For those who don’t know how to write regular expressions or don’t want to spend the time fine-tuning the patterns, TR’s exact string matching provides quick access to search and replace functionality with multiple criteria. For those who do know regex, TR also accepts regular expressions via re.compile objects.

TR accepts find/replace pairs in tuples to the replace parameter. In the first position of the tuple, specify the substring pattern to be searched for in your text. Provide a literal string or re.compile object containing your regex pattern intended to match substrings. DO NOT PASS A REGEX PATTERN AS A LITERAL STRING. YOU WILL NOT GET THE CORRECT RESULT. ALWAYS PASS REGEX PATTERNS IN A re.compile OBJECT. DO NOT ESCAPE LITERAL STRINGS, TextReplacer WILL DO THAT FOR YOU. If you don’t know what any of that means, then you don’t need to worry about it.

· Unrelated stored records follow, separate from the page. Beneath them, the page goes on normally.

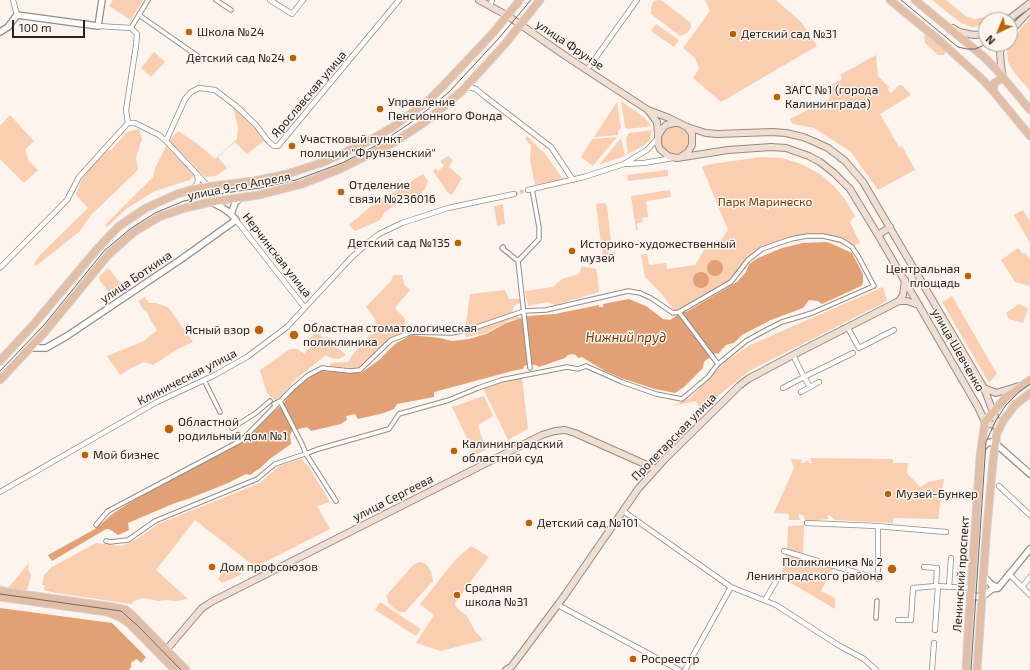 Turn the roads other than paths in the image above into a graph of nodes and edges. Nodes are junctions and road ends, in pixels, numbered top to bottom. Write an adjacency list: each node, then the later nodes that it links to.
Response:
1 (13, 0): 19 (street)
2 (102, 0): 25 (street)
3 (148, 0): 20 (street)
4 (216, 0): 16 (street)
5 (270, 0): 6 (street)
6 (303, 0)
7 (399, 0): 44 (street, Ярославская улица)
8 (479, 0): 14 (main road, улица Фрунзе)
9 (520, 0): 21 (main road, улица 9-го Апреля)
10 (540, 0): 24 (main road, улица 9-го Апреля)
11 (637, 0): 31 (street)
12 (890, 0): 36 (main road)
13 (915, 0): 23 (main road)
14 (491, 3): 21 (main road, улица Фрунзе)
15 (1030, 3): 18 (main road)
16 (230, 10)
17 (1030, 10): 22 (main road)
18 (1018, 12)
19 (17, 15): 25 (street); 27 (street)
20 (139, 15): 26 (street); 30 (street)
21 (508, 16): 24 (main road, улица Фрунзе); 50 (main road, улица 9-го Апреля)
22 (1018, 23)
23 (944, 24): 28 (main road); 33 (main road)
24 (521, 25): 31 (main road, улица Фрунзе); 32 (main road, улица 9-го Апреля)
25 (98, 26): 26 (street)
26 (131, 28): 39 (street)
27 (0, 32)
28 (978, 35)
29 (1000, 52): 33 (main road)
30 (199, 57)
31 (587, 70): 37 (main road, улица Фрунзе)
32 (476, 76): 34 (main road, улица 9-го Апреля); 35 (street)
33 (1004, 79): 36 (main road); 38 (main road)
34 (464, 88): 35 (street); 54 (main road, улица 9-го Апреля)
35 (476, 89): 49 (street)
36 (993, 91): 42 (main road)
37 (648, 110): 40 (main road, улица Фрунзе); 43 (main road, улица Фрунзе)
38 (1030, 110)
39 (128, 122): 44 (street); 62 (street)
40 (680, 123): 41 (main road, улица Шевченко); 43 (main road)
41 (687, 127): 45 (main road); 58 (main road, улица Шевченко)
42 (1030, 136)
43 (658, 138): 46 (main road); 47 (street)
44 (166, 141): 48 (street)
45 (681, 157): 46 (main road, улица Шевченко); 59 (main road, улица Шевченко)
46 (673, 158): 47 (street)
47 (624, 164): 49 (street)
48 (197, 174): 50 (street); 51 (street)
49 (573, 180): 52 (street)
50 (209, 187): 51 (main road, улица 9-го Апреля)
51 (194, 189): 76 (main road, улица 9-го Апреля)
52 (529, 190): 61 (street)
53 (515, 194): 66 (street, Клиническая улица)
54 (240, 198): 55 (main road, улица 9-го Апреля); 56 (street)
55 (210, 202): 56 (street, Нерчинская улица); 71 (main road, улица 9-го Апреля)
56 (231, 214): 57 (street, Нерчинская улица)
57 (236, 220): 66 (street, Нерчинская улица); 74 (street, улица Боткина)
58 (890, 227): 59 (main road); 72 (main road, улица Шевченко)
59 (878, 235): 63 (main road, улица Шевченко)
60 (503, 247): 61 (street)
61 (518, 261): 67 (street)
62 (0, 268)
63 (905, 280): 64 (main road); 65 (main road, улица Шевченко)
64 (899, 301): 65 (main road); 69 (main road, Пролетарская улица)
65 (919, 305): 75 (main road, улица Шевченко)
66 (305, 308): 85 (street, Клиническая улица)
67 (524, 312): 68 (street); 82 (street); 93 (street)
68 (679, 312): 81 (street); 81 (street)
69 (848, 328): 70 (street); 79 (main road, Пролетарская улица)
70 (894, 330)
71 (43, 334): 73 (main road, улица 9-го Апреля); 74 (street)
72 (956, 342): 75 (main road); 90 (main road, улица Шевченко)
73 (31, 348): 74 (street); 84 (main road, улица 9-го Апреля)
74 (46, 348)
75 (945, 349): 96 (main road, улица Шевченко)
76 (10, 350): 77 (street); 80 (main road, улица 9-го Апреля)
77 (0, 352)
78 (853, 353): 83 (street)
79 (793, 355): 83 (street); 102 (main road, Пролетарская улица)
80 (0, 361)
81 (718, 364): 101 (street)
82 (530, 368)
83 (804, 377): 88 (street); 89 (street)
84 (0, 380)
85 (204, 380): 94 (street); 105 (street, Клиническая улица)
86 (1029, 381): 90 (main road, улица Шевченко); 95 (main road)
87 (818, 382): 88 (street)
88 (810, 387): 91 (street)
89 (783, 388)
90 (984, 388): 95 (main road, улица Шевченко)
91 (801, 392)
92 (1030, 393): 97 (main road, Ленинский проспект)
93 (280, 402): 98 (street); 101 (street); 110 (street)
94 (220, 412)
95 (994, 412): 96 (main road); 97 (main road, улица Шевченко)
96 (985, 422): 97 (main road); 100 (main road, Ленинский проспект)
97 (1000, 422): 99 (main road, Ленинский проспект)
98 (232, 428)
99 (995, 443): 100 (street); 103 (street); 119 (main road, Ленинский проспект)
100 (980, 450): 126 (main road, Ленинский проспект)
101 (306, 454): 106 (street); 113 (street)
102 (656, 469): 107 (main road, Пролетарская улица); 140 (main road, улица Сергеева)
103 (1030, 474)
104 (999, 486): 108 (street)
105 (0, 492)
106 (336, 501)
107 (623, 510): 124 (street); 135 (main road, Пролетарская улица)
108 (1030, 515)
109 (807, 523): 111 (street)
110 (96, 524)
111 (878, 526): 112 (street); 115 (street)
112 (946, 532)
113 (106, 541)
114 (1030, 549): 118 (street)
115 (784, 551)
116 (951, 558): 125 (street)
117 (924, 566): 122 (street)
118 (1009, 574): 123 (street); 127 (street)
119 (983, 576): 127 (street); 131 (main road, Ленинский проспект)
120 (1030, 577): 123 (street)
121 (778, 578): 133 (street)
122 (937, 586): 125 (street); 137 (street); 138 (street)
123 (1022, 586): 129 (street)
124 (732, 587): 133 (street); 146 (street)
125 (949, 587): 126 (street)
126 (971, 588): 130 (main road, Ленинский проспект)
127 (998, 588): 131 (street)
128 (0, 590): 140 (main road)
129 (1030, 595)
130 (970, 596): 131 (street); 149 (main road, Ленинский проспект)
131 (982, 597): 150 (main road, Ленинский проспект)
132 (0, 598): 141 (main road)
133 (765, 600): 147 (street)
134 (877, 601): 136 (street)
135 (558, 605): 144 (main road, Пролетарская улица); 145 (street)
136 (876, 618)
137 (898, 620)
138 (935, 630)
139 (934, 643): 148 (street)
140 (167, 649): 141 (main road, улица Сергеева); 143 (main road)
141 (161, 655): 142 (main road)
142 (175, 670)
143 (186, 670)
144 (506, 670)
145 (679, 670)
146 (685, 670)
147 (876, 670)
148 (932, 670)
149 (966, 670)
150 (977, 670)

In the second position of the tuple, specify what to substitute in when a match against the corresponding pattern is found. The replacement value for your search pattern can be specified as a literal string or a callable. The callable must accept the substring in your text that matched the pattern, do some operation on it, and return a single string. An example regex replacement criteria might be (re.compile(‘[a-m]’), your_callable()).

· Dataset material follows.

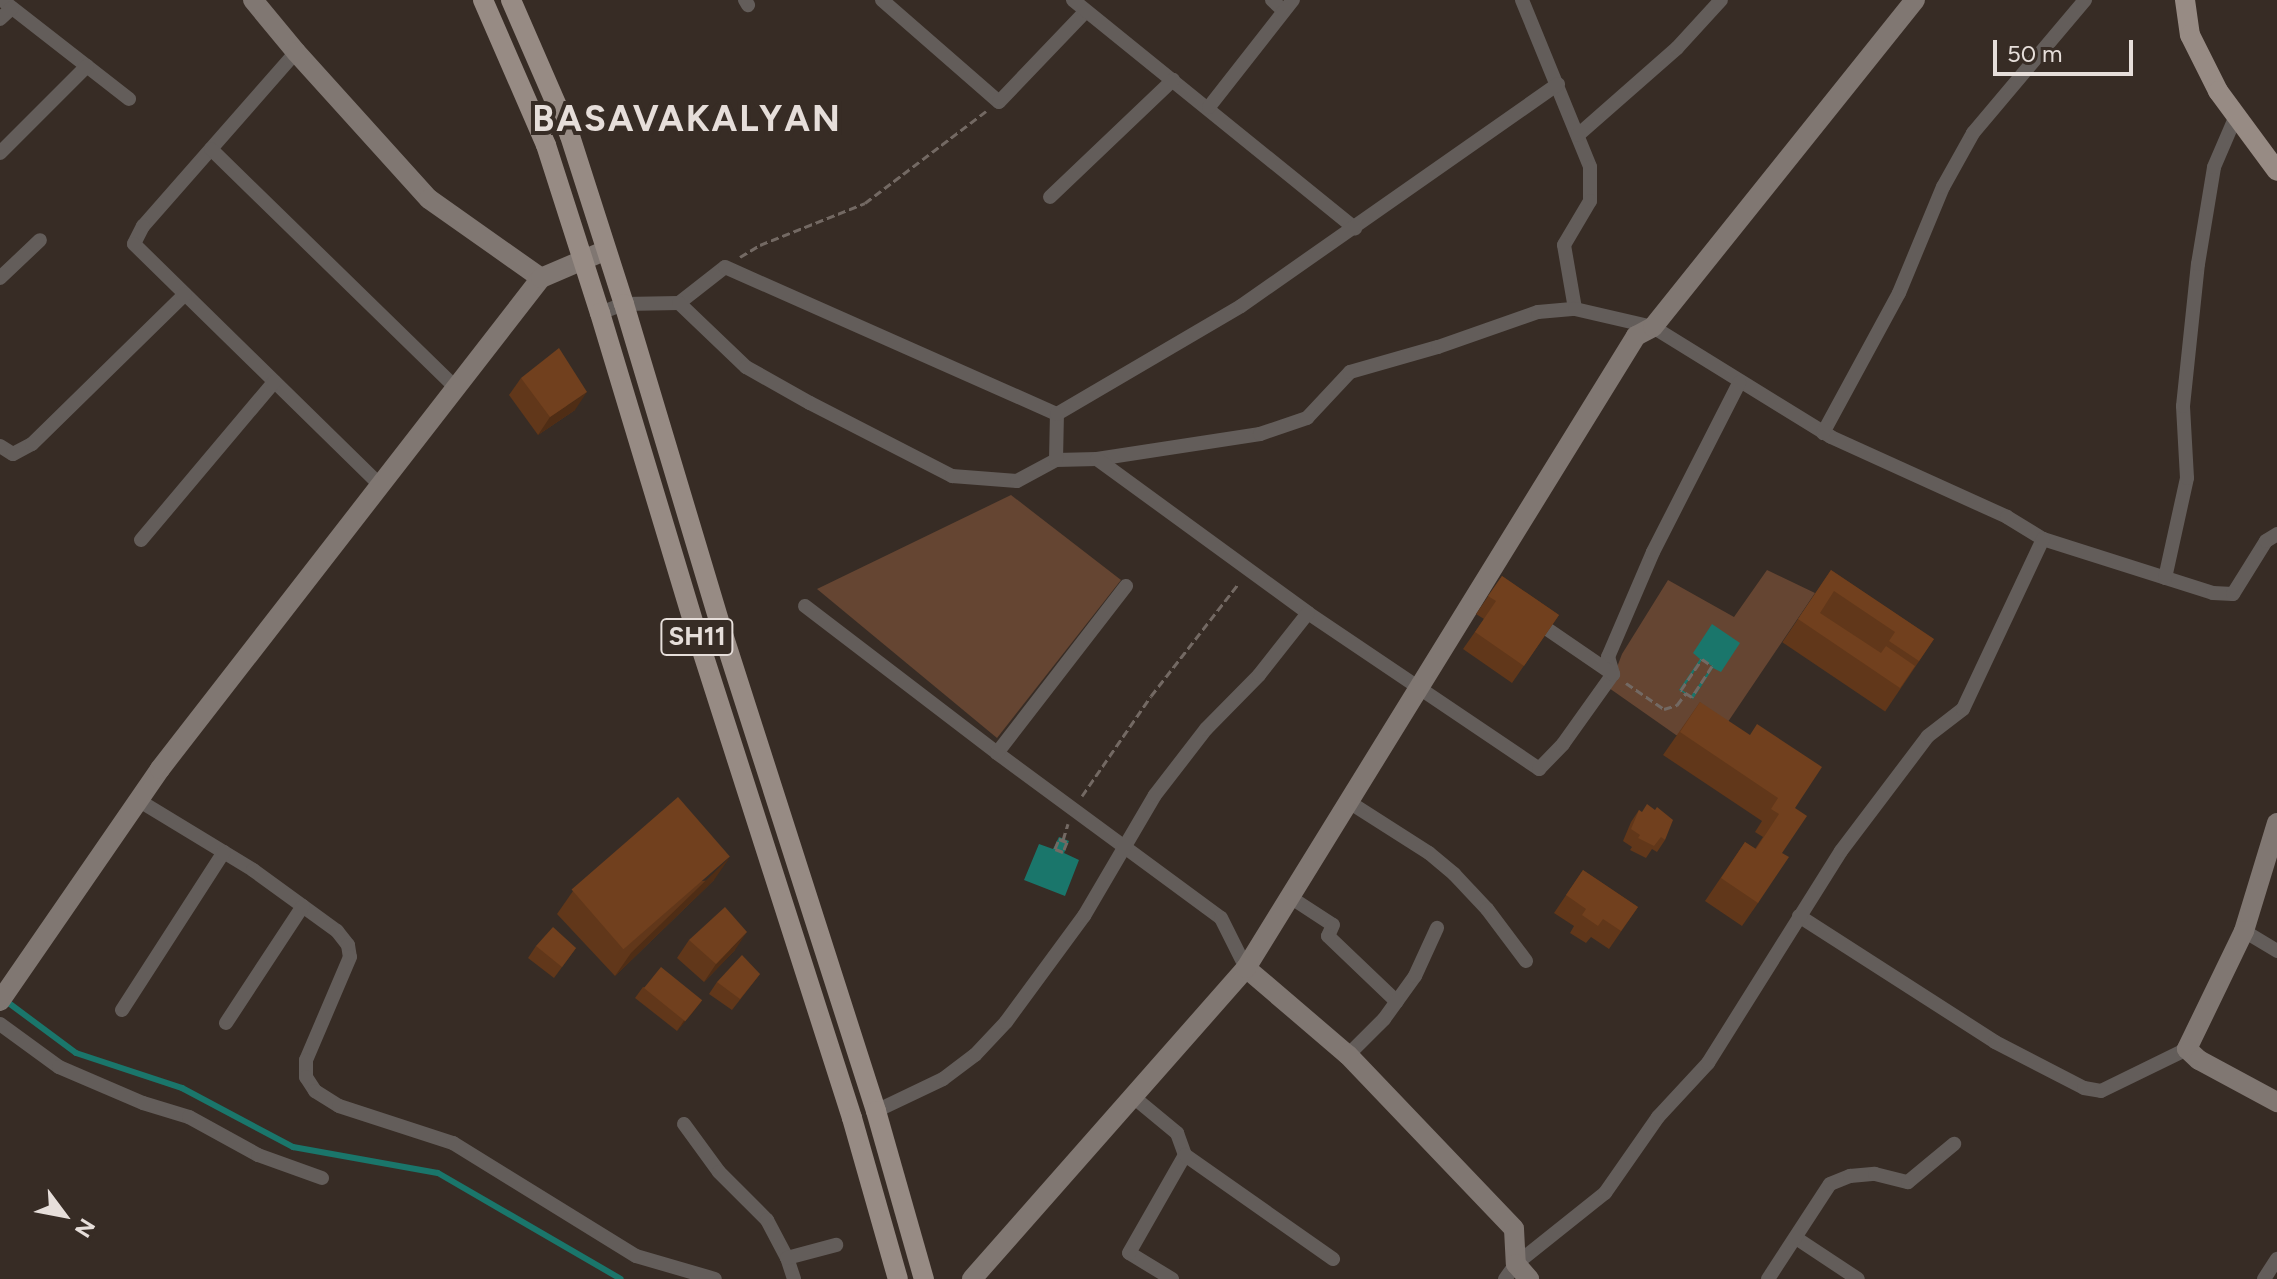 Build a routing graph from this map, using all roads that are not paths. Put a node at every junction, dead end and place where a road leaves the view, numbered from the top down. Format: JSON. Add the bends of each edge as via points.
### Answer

You can pass multiple find/replace tuples to replace to quickly execute multiple search criteria on your data. Pass multiple find/replace tuples described above in one enveloping tuple. An example might be ((‘,’, ‘’), (‘.’, ‘’), (‘;’ ‘’)). TR works from left to right through the tuple when searching and replacing. Knowing this, the replacements can be gamed so that later searches are dependent on earlier replacements.

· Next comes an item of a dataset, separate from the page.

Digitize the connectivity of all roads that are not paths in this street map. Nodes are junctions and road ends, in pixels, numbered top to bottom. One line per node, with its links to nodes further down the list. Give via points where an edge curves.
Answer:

To make fine-grained replacements on the individual rows of your data, you can pass a Python list of the above-described tuples and tuples-of-tuples. The length of the list must match the length of the data, for both 1D and 2D datasets. To turn off search/replace for particular rows of the data, put None in those indices in the list. So the list you pass to replace can contain find/replace tuples, tuples of find/replace tuples, and None.

TR searches always default to case-sensitive, but can be made to be case-insensitive. You can globally set this behavior via the case_sensitive parameter. For those of you that know regex, you can also put flags in the re.compile objects passed to replace, or flags can be set globally via flags. Case-sensitivity is generally controlled by case_sensitive but IGNORECASE flags passed via re.compile objects or flags will ALWAYS overrule case_sensitive. case_sensitive also accepts lists so that you can control this behavior down to the individual row. When passed as a list, the number of entries in the list must equal the number of rows in the data. The list can contain True, False, and/or None. When None, the default of True is applied.

If you need to use flags, they can be passed directly to a re.compile object in the search criteria. For example, a search criteria might be (re.compile(‘a’, re.I), ‘’). In this case, the re.I flag will make that specific search case agnostic. re flags can be passed globally to the flags parameter. Any flags passed globally will be joined with any flags passed to the individual compile objects by bit-wise OR. You can also exercise fine-grained control on certain rows of data for the flags parameter. When passed as a list, the number of entries in the list must equal the number of rows in the data. The list can contain re flags (integers) or None to not apply any (new) flags to that row. Even if None is passed to a particular index of the list, any flags passed to re.compile objects would still take effect.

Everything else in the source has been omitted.